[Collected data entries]
-=-=-=-=-
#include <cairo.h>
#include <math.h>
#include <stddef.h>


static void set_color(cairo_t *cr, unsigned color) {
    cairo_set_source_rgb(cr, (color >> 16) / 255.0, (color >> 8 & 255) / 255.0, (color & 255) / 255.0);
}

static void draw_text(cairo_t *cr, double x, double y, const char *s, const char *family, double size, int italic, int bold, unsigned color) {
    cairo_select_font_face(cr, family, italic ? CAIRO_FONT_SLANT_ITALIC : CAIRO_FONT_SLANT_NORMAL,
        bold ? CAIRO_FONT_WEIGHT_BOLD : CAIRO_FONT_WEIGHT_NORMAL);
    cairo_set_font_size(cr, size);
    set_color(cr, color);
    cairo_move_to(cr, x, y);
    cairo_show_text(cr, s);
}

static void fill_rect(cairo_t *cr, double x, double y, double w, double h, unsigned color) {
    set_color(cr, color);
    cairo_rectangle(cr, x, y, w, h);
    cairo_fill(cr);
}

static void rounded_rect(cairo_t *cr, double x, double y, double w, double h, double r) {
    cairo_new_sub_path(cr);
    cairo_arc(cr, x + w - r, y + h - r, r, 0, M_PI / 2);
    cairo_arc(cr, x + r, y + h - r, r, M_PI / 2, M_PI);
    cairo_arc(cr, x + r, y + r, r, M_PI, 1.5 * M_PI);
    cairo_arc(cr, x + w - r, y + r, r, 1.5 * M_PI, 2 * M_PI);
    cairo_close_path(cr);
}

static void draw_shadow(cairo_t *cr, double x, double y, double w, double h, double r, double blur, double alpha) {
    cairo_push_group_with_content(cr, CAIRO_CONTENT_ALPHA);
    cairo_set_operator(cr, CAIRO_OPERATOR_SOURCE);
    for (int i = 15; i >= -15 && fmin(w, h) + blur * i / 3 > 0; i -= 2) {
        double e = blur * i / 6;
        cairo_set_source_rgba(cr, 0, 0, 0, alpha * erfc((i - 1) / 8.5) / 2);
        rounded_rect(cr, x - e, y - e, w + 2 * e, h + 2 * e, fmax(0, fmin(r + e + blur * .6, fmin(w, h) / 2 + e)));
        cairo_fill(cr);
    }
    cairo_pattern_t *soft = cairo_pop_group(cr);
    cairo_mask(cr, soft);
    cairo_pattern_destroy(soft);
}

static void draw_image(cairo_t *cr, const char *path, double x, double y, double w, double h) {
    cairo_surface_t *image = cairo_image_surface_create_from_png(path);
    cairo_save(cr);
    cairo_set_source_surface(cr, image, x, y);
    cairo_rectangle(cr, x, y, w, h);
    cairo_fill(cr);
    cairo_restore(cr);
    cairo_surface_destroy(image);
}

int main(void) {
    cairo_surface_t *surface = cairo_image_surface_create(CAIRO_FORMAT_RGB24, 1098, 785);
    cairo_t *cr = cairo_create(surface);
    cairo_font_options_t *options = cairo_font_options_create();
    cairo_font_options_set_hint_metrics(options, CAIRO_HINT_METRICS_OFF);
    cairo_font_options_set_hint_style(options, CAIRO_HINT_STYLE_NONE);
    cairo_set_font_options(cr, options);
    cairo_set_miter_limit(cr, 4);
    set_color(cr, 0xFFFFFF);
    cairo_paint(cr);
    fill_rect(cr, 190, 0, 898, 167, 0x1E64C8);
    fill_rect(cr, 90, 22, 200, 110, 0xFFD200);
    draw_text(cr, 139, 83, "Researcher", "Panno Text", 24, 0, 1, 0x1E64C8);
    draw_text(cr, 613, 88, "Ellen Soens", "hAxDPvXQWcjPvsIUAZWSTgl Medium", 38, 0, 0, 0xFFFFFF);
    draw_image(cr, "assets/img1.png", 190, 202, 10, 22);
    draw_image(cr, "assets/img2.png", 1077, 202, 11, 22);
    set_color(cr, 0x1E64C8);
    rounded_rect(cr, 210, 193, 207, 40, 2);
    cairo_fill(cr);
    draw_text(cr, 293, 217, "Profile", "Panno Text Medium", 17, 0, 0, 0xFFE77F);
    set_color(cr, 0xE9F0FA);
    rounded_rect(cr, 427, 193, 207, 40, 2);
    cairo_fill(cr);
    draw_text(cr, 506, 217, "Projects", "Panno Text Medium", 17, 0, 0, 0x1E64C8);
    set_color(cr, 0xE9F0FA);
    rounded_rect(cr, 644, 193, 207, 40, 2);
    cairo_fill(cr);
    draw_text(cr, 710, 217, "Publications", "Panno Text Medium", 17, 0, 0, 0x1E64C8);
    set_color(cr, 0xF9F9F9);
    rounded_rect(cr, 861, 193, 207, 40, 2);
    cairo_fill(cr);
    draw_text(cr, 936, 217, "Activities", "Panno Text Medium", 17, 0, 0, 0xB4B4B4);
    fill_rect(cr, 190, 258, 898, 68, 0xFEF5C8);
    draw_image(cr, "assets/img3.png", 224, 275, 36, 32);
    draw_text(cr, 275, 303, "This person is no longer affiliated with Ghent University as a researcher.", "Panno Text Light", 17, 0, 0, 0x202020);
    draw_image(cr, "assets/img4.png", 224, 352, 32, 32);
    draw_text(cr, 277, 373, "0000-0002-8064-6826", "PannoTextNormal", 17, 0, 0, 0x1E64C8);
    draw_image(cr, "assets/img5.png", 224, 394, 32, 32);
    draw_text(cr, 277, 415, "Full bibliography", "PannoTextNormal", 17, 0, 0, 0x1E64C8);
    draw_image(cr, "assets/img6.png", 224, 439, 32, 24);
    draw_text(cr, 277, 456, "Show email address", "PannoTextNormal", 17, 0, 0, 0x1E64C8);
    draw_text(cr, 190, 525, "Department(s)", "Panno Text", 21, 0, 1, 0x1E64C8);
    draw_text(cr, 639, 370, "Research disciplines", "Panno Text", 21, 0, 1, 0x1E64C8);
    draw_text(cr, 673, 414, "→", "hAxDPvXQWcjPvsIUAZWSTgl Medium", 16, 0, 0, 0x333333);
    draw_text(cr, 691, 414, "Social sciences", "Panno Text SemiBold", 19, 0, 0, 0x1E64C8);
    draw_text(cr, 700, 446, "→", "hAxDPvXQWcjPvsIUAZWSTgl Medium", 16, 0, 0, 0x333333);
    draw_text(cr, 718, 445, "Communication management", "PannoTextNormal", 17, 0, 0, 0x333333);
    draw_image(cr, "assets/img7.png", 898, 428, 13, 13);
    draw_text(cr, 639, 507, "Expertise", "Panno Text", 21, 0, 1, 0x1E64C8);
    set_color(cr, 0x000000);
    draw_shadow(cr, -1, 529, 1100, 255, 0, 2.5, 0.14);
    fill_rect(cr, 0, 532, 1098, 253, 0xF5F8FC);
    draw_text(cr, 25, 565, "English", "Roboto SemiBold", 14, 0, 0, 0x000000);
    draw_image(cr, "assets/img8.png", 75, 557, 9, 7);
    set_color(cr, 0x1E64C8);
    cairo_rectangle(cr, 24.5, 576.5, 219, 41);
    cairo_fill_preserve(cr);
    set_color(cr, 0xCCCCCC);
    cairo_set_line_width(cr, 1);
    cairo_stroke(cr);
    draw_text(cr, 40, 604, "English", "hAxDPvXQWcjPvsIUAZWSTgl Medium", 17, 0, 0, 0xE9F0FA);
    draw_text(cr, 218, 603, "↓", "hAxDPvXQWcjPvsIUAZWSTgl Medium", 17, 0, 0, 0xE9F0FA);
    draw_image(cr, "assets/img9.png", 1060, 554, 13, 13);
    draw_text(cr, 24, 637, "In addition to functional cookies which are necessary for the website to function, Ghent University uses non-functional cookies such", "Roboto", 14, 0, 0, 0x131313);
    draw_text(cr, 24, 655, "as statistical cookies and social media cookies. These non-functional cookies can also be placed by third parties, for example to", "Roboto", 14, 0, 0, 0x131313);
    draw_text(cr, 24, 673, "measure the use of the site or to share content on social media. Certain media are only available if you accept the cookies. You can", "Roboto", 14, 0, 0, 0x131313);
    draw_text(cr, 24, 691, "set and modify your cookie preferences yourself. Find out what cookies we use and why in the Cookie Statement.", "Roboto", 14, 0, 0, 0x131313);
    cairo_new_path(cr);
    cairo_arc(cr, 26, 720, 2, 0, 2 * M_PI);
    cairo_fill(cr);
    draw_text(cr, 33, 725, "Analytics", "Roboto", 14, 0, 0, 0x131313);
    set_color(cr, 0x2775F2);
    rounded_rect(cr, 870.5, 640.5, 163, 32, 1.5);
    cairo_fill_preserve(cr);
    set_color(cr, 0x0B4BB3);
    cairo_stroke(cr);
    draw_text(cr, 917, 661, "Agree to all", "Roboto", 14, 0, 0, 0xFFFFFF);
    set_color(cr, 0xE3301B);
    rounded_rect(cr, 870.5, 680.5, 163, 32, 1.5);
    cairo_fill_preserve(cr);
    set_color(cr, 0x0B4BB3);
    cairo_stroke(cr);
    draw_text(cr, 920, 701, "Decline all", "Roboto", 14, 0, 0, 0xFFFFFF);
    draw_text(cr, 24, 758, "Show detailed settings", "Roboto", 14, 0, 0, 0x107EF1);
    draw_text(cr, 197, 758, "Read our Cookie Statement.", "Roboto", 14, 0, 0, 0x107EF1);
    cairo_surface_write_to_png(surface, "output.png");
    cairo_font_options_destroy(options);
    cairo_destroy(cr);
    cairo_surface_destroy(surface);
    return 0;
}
-=-=-=-=-
• **EXERCISE GOAL**: Give back, word for word, only the lines above from the line holding "cairo_set_source_surface(cr, image, x, y);" to the line holding "cairo_set_miter_limit(cr, 4);", both included.

• **RESPONSE AREA**:
    cairo_set_source_surface(cr, image, x, y);
    cairo_rectangle(cr, x, y, w, h);
    cairo_fill(cr);
    cairo_restore(cr);
    cairo_surface_destroy(image);
}

int main(void) {
    cairo_surface_t *surface = cairo_image_surface_create(CAIRO_FORMAT_RGB24, 1098, 785);
    cairo_t *cr = cairo_create(surface);
    cairo_font_options_t *options = cairo_font_options_create();
    cairo_font_options_set_hint_metrics(options, CAIRO_HINT_METRICS_OFF);
    cairo_font_options_set_hint_style(options, CAIRO_HINT_STYLE_NONE);
    cairo_set_font_options(cr, options);
    cairo_set_miter_limit(cr, 4);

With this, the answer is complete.